The only place where I find this answer documented is in Ben Eater's video "Using an EEPROM to replace combinational logic" at this particular time linked here.
This needs to be shown in schematics. I happen to want his ~600ns pulse width in my application too, so I use his exact values for R6 = 680 ohm and C3 = 1 nF for a 680 ns pulse. And the R5 resistor is there to re-charge the capacitor. Please excuse that I am showing the schematics in a certain application of a ramp generator that I'm building. Falling edge of a counter is supposed to reset the ramp. But the circuit in question here is all aroun R5, R6, C3, and D1, along with the rectangle wave from V2. The gate of M1 is simply the output pulse I want.

I added D1 to Ben Eater's circuit to chop off the +10V pulse on the rising edge. It may not matter with my MOSFET application, but it probably does matter on a TTL input pin to run it out of spec.
Here is the detail view of the negative pulse, and don't worry about the red trace, which is the charging of C1.
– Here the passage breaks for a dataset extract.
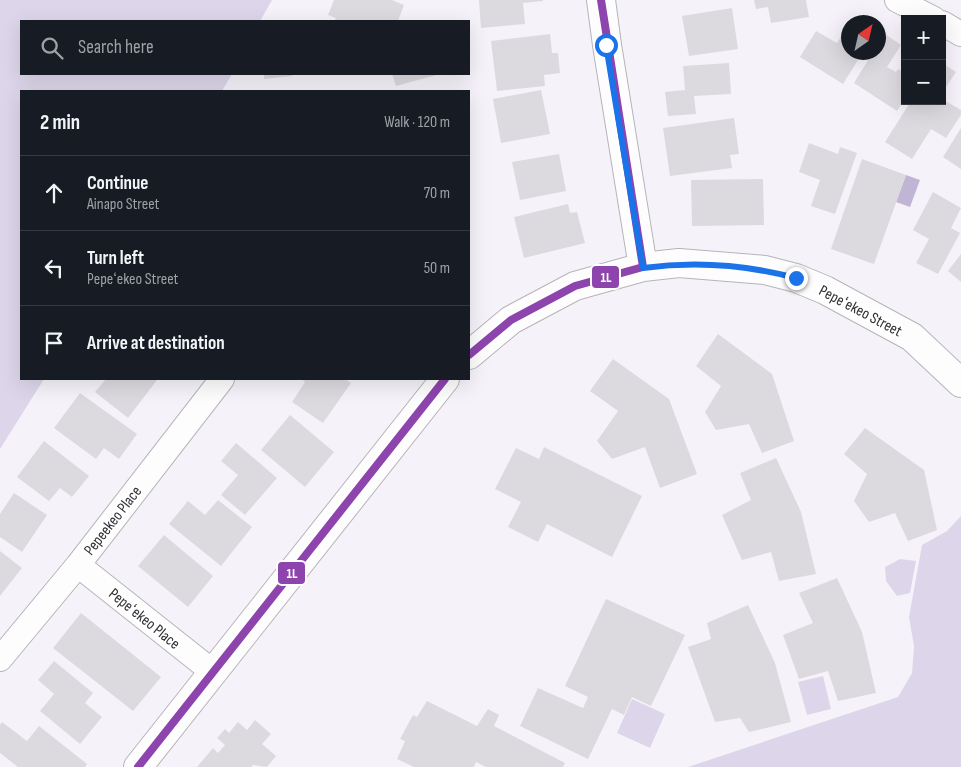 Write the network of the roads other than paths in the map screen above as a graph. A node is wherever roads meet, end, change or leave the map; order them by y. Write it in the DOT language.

Here is the trace showing the positive edge pulse too, chopped off by D1. The problem of this is that it works with the switch application that Ben Eater uses, but it might not work driven directly by a TTL device since the momentary current it needs to sink to discharge C3 (a whopping full ampere) is not possible with a TTL device.

So I wonder if I need to deploy another MOSFET, an n-channel to do the discharging.

and this seems to work. Not sure if it is the simplest solution, but it is doable.

without that n-MOSFET M2 the resistance of the pulse generator would not be enough to generate that negative pulse.